Supplied data START

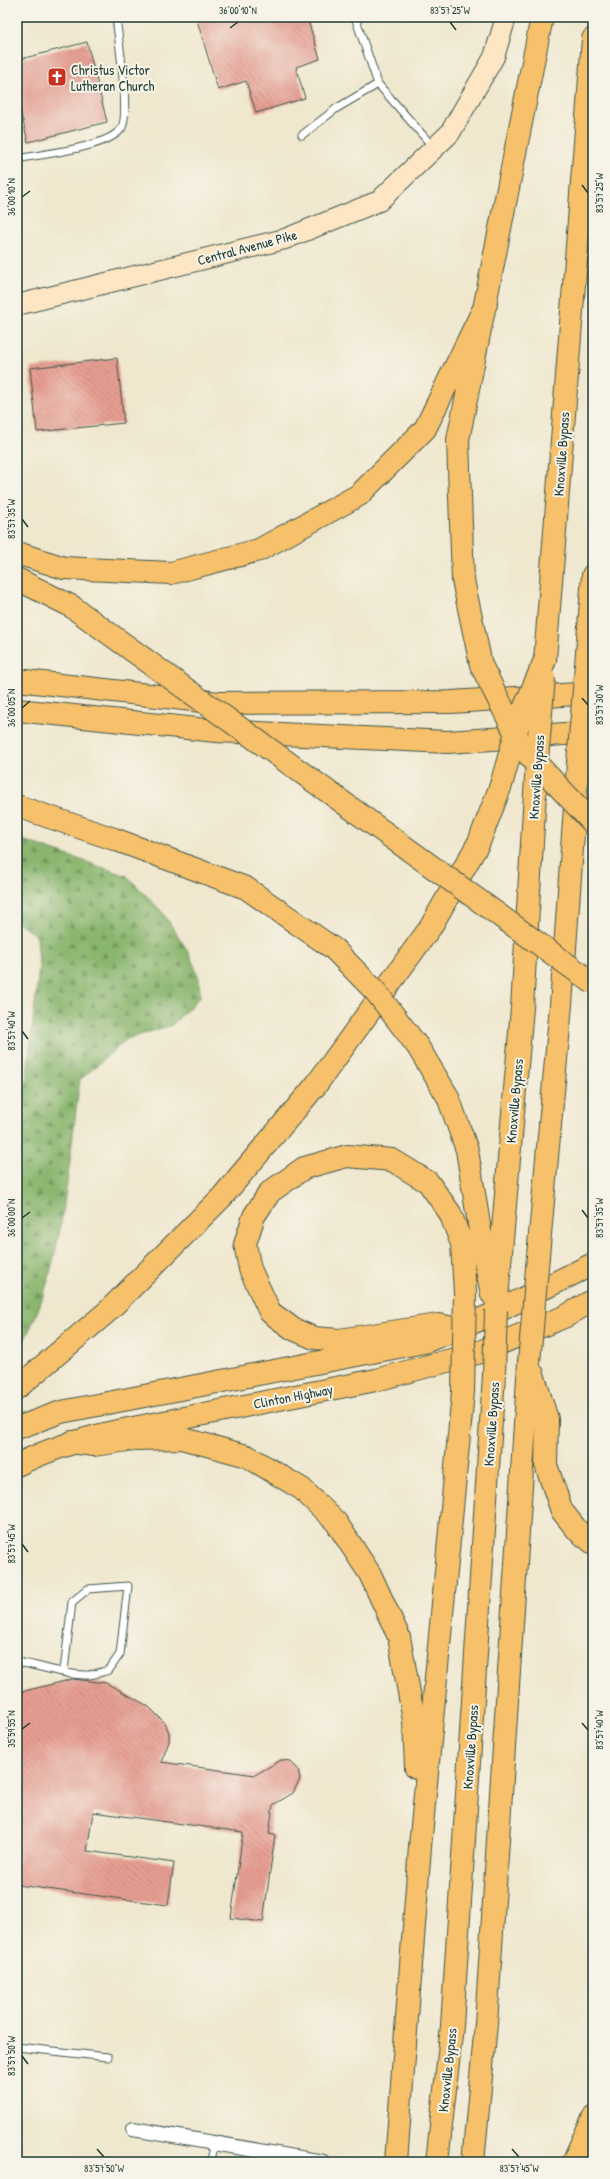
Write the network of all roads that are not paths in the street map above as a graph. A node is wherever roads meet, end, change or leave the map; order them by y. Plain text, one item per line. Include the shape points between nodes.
1 (116, 17) edge
2 (354, 17) edge
3 (506, 17) edge
4 (542, 17) edge
5 (593, 39) edge
6 (378, 84) junction
7 (302, 135) dead end
8 (434, 148) junction
9 (17, 159) edge
10 (486, 304) junction
11 (17, 305) edge
12 (17, 553) edge
13 (593, 575) edge
14 (17, 579) edge
15 (546, 650) junction
16 (17, 680) edge
17 (593, 693) edge
18 (17, 710) edge
19 (593, 732) edge
20 (578, 763) junction
21 (593, 781) edge
22 (17, 806) edge
23 (593, 823) edge
24 (593, 983) edge
25 (593, 1264) edge
26 (495, 1277) junction
27 (593, 1300) edge
28 (566, 1316) junction
29 (593, 1317) edge
30 (459, 1329) junction
31 (529, 1363) junction
32 (17, 1388) edge
33 (17, 1428) edge
34 (72, 1442) junction
35 (17, 1465) edge
36 (593, 1543) edge
37 (17, 1662) edge
38 (64, 1672) junction
39 (420, 1847) junction
40 (17, 2047) edge
41 (108, 2057) dead end
42 (593, 2118) edge
43 (133, 2129) dead end
44 (214, 2144) junction
45 (212, 2162) edge
46 (323, 2162) edge
47 (396, 2162) edge
48 (437, 2162) edge
49 (473, 2162) edge
50 (573, 2162) edge

1 - 9 lane via 126,112 122,128 112,138 95,144
2 - 6 lane
3 - 8 main road, Central Avenue Pike via 494,57 450,133
4 - 10 highway
5 - 15 highway, Knoxville Bypass
6 - 7 lane via 337,108
6 - 8 lane
8 - 11 main road, Central Avenue Pike via 379,201 284,239
10 - 12 highway via 425,429 359,495 260,550 171,574 64,568
10 - 23 highway, bridge via 458,440 463,580 481,665 524,750
13 - 20 highway, bridge
14 - 24 highway, bridge via 71,606
15 - 26 highway, Knoxville Bypass, bridge via 522,1008
15 - 32 highway, bridge via 520,718 501,785 479,842 430,928 316,1085 216,1202 107,1312
16 - 17 highway via 219,703 451,702
18 - 19 highway via 216,731 448,742
20 - 21 highway
20 - 31 highway, bridge via 561,1005
22 - 26 highway, bridge via 246,888 334,949 376,992 418,1047 448,1097 467,1150
25 - 30 highway
26 - 48 highway, Knoxville Bypass, bridge via 494,1375 452,2026
27 - 28 highway, Clinton Highway
28 - 29 highway
28 - 34 highway, Clinton Highway via 477,1353 376,1380
30 - 33 highway via 424,1342 375,1353 61,1412
30 - 39 highway, bridge via 438,1325 338,1340 314,1338 293,1330 270,1312 250,1269 245,1244 254,1216 270,1192 304,1168 347,1156 392,1160 428,1182 450,1213 462,1244 466,1293 463,1392
31 - 36 highway via 547,1418 546,1464 562,1511 578,1531
31 - 49 highway via 486,2024
34 - 35 highway, Clinton Highway
34 - 39 highway via 94,1446 135,1439 181,1438 247,1456 302,1489 336,1522 370,1574 399,1637 414,1720
37 - 38 lane
38 - 38 lane via 84,1676 109,1670 120,1654 128,1586 88,1589 72,1602
39 - 47 highway
40 - 41 lane
42 - 50 highway
43 - 44 street
44 - 45 lane
44 - 46 street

Supplied data END

◆ **Directions for this task**: Check each line above for the string "street", then copy the ones that have it.

◆ **Solution to this problem**:
Write the network of all roads that are not paths in the street map above as a graph. A node is wherever roads meet, end, change or leave the map; order them by y. Plain text, one item per line. Include the shape points between nodes.
43 - 44 street
44 - 46 street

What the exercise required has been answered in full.